__Dataset entries__:

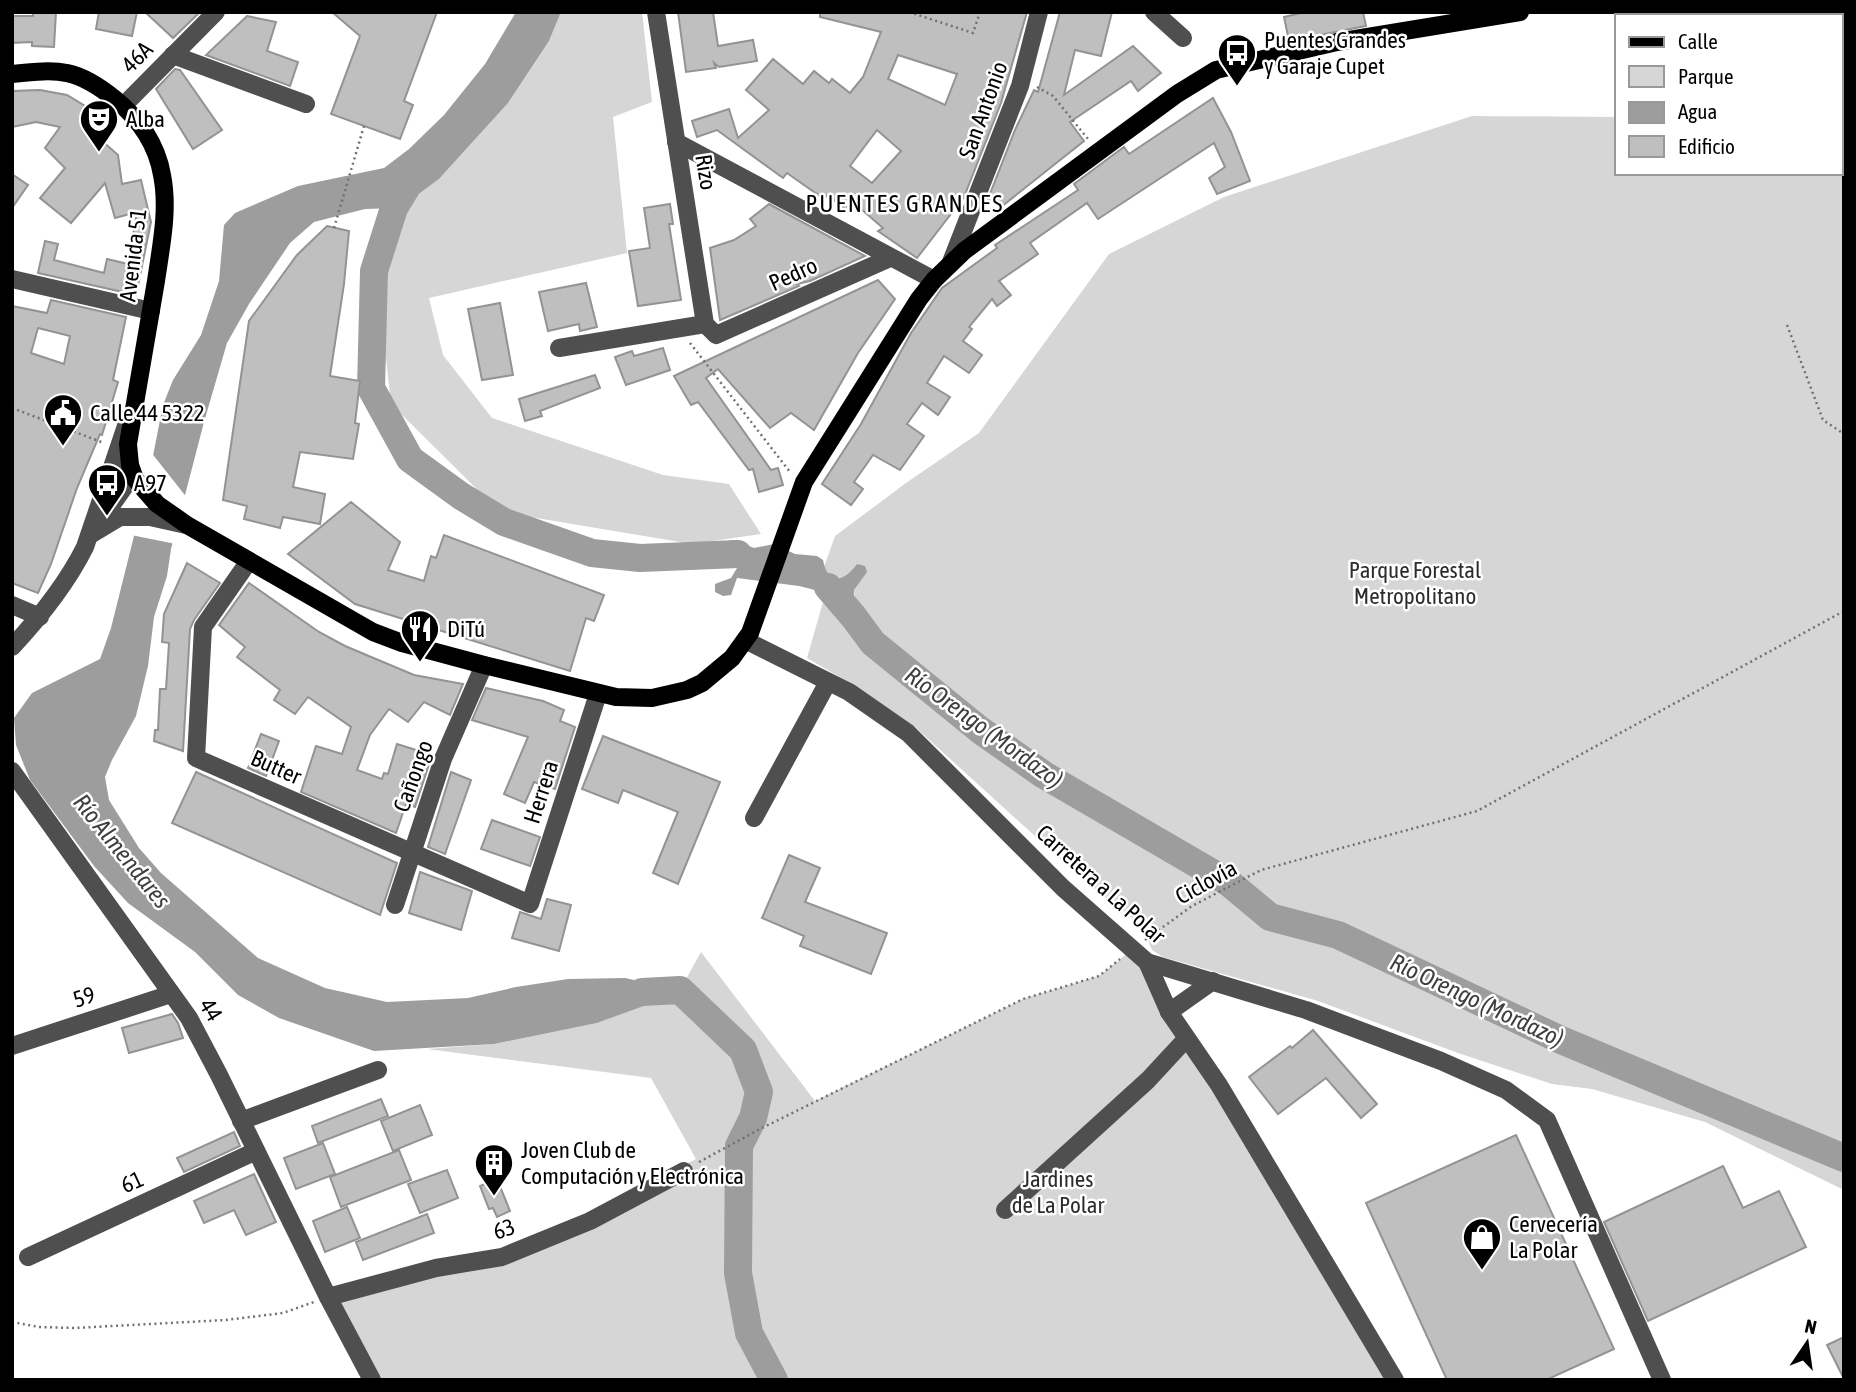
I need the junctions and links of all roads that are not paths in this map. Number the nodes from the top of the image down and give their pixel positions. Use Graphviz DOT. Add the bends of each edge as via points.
graph roads {
  1 [pos="216,12"];
  2 [pos="656,12"];
  3 [pos="1039,12"];
  4 [pos="1154,12"];
  5 [pos="1520,12"];
  6 [pos="1760,12"];
  7 [pos="1782,14"];
  8 [pos="1183,38"];
  9 [pos="173,55"];
  10 [pos="12,75"];
  11 [pos="306,104"];
  12 [pos="123,106"];
  13 [pos="676,142"];
  14 [pos="890,258"];
  15 [pos="951,262"];
  16 [pos="12,279"];
  17 [pos="933,280"];
  18 [pos="151,311"];
  19 [pos="711,330"];
  20 [pos="559,348"];
  21 [pos="135,397"];
  22 [pos="133,484"];
  23 [pos="101,501"];
  24 [pos="187,525"];
  25 [pos="88,541"];
  26 [pos="249,561"];
  27 [pos="12,605"];
  28 [pos="40,617"];
  29 [pos="749,632"];
  30 [pos="12,647"];
  31 [pos="484,665"];
  32 [pos="828,682"];
  33 [pos="598,694"];
  34 [pos="12,771"];
  35 [pos="754,818"];
  36 [pos="411,853"];
  37 [pos="530,904"];
  38 [pos="395,905"];
  39 [pos="1147,962"];
  40 [pos="1213,981"];
  41 [pos="171,993"];
  42 [pos="1169,1012"];
  43 [pos="1186,1039"];
  44 [pos="12,1046"];
  45 [pos="378,1070"];
  46 [pos="241,1121"];
  47 [pos="256,1151"];
  48 [pos="684,1171"];
  49 [pos="1005,1210"];
  50 [pos="28,1257"];
  51 [pos="328,1297"];
  52 [pos="372,1380"];
  53 [pos="1395,1380"];
  54 [pos="1662,1380"];
  1 -- 9 [label="street, 46A"];
  2 -- 13 [label="street, Rizo"];
  3 -- 15 [label="street, San Antonio" via="1022,79"];
  4 -- 8 [label="street"];
  5 -- 15 [label="main road" via="1337,42 1216,70 1098,151"];
  6 -- 7 [label="main road"];
  9 -- 11 [label="street"];
  9 -- 12 [label="street, 46A"];
  10 -- 12 [label="main road, Avenida 51" via="62,71 83,76"];
  12 -- 18 [label="main road, Avenida 51" via="146,134 162,175 164,226"];
  13 -- 14 [label="street"];
  13 -- 19 [label="street, Rizo"];
  14 -- 17 [label="street"];
  14 -- 19 [label="street, Pedro"];
  15 -- 17 [label="main road"];
  16 -- 18 [label="street"];
  17 -- 29 [label="main road" via="804,482"];
  18 -- 21 [label="main road, Avenida 51"];
  19 -- 20 [label="street, Pedro"];
  21 -- 22 [label="main road, Avenida 51" via="128,444"];
  21 -- 23 [label="street"];
  22 -- 23 [label="street"];
  22 -- 24 [label="main road"];
  22 -- 25 [label="street"];
  23 -- 25 [label="street"];
  24 -- 25 [label="street" via="150,517 120,517"];
  24 -- 26 [label="main road"];
  25 -- 28 [label="street"];
  26 -- 31 [label="main road" via="373,632"];
  26 -- 36 [label="street, Butter" via="203,627 196,758"];
  27 -- 28 [label="street"];
  28 -- 30 [label="street"];
  29 -- 32 [label="street, Carretera a La Polar"];
  29 -- 33 [label="main road" via="732,659 687,690 632,699"];
  31 -- 33 [label="main road"];
  31 -- 36 [label="street, Cañongo" via="443,759"];
  32 -- 35 [label="street"];
  32 -- 39 [label="street, Carretera a La Polar" via="908,733 1063,888"];
  33 -- 37 [label="street, Herrera"];
  34 -- 41 [label="street, 44"];
  36 -- 37 [label="street, Butter"];
  36 -- 38 [label="street, Cañongo"];
  39 -- 40 [label="street, Carretera a La Polar"];
  39 -- 42 [label="street"];
  40 -- 42 [label="street"];
  40 -- 54 [label="street, Carretera a La Polar" via="1441,1061 1506,1090 1548,1120"];
  41 -- 44 [label="street, 59"];
  41 -- 46 [label="street, 44" via="189,1018"];
  42 -- 43 [label="street"];
  43 -- 49 [label="street" via="1148,1080"];
  43 -- 53 [label="street" via="1219,1086"];
  45 -- 46 [label="street"];
  46 -- 47 [label="street, 44"];
  47 -- 50 [label="street, 61"];
  47 -- 51 [label="street, 44"];
  48 -- 51 [label="street, 63" via="590,1221 502,1257 436,1268"];
  51 -- 52 [label="street, 44"];
}
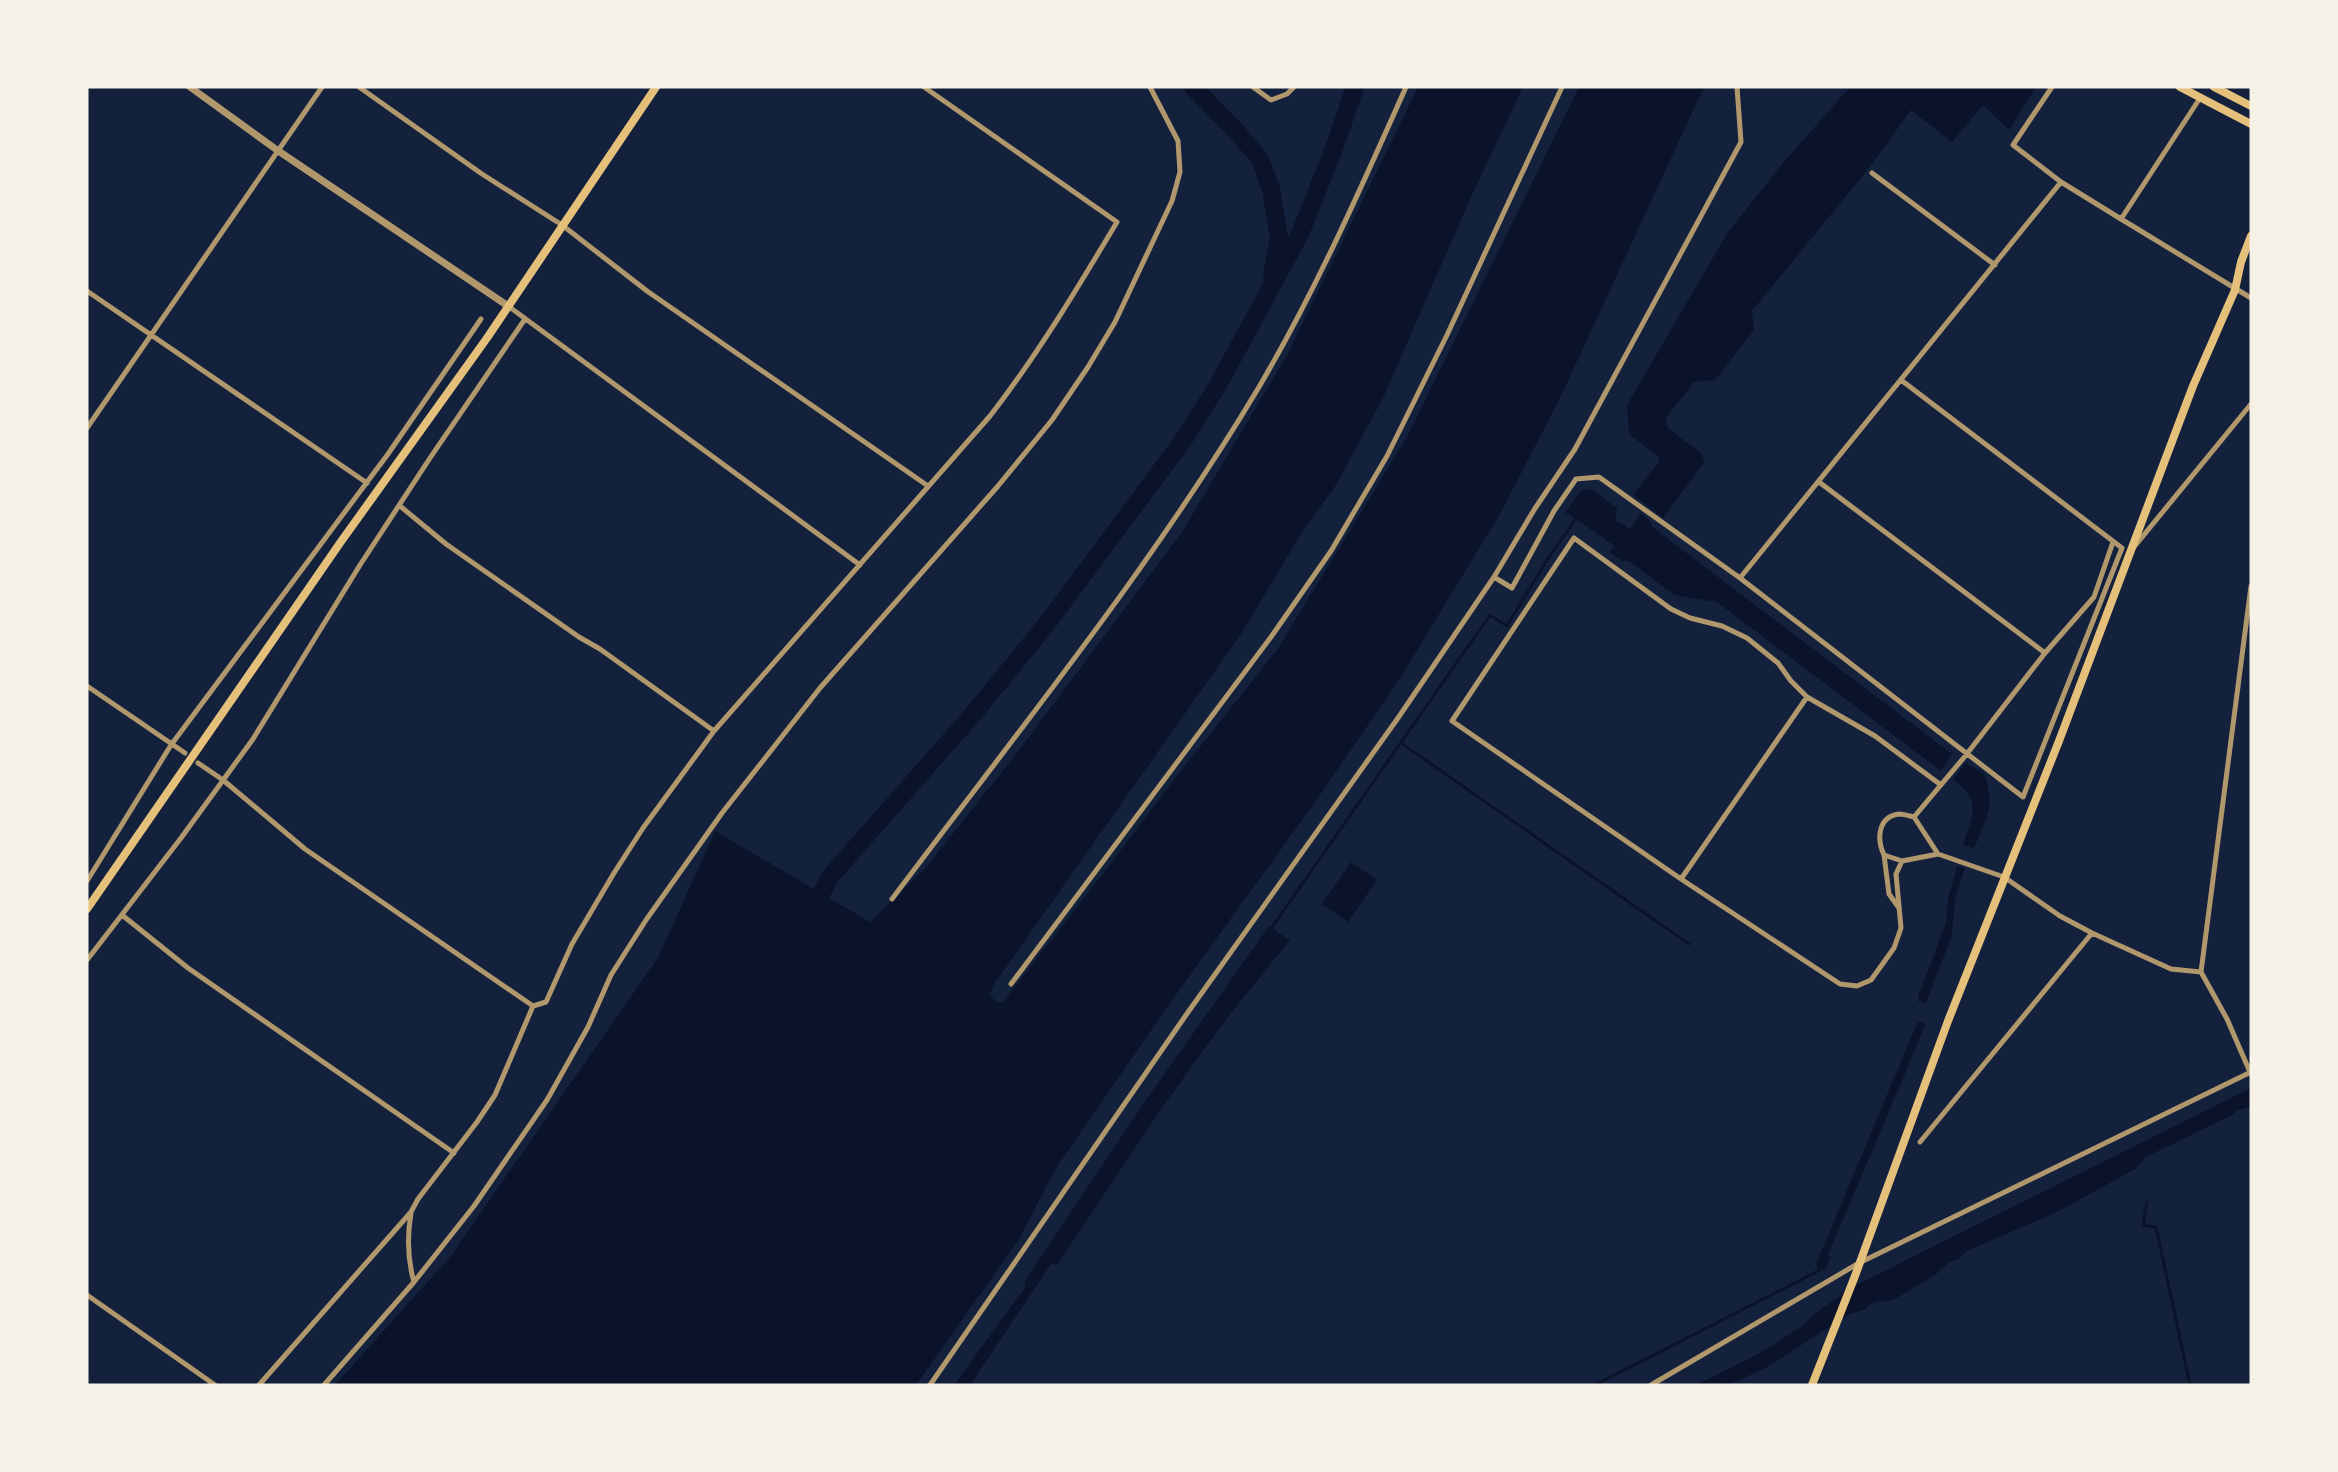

__EXERCISE OBJECTIVE__:
Using the data above, say how many lines include the word "roads". Write only that number.

__RESULT__:
2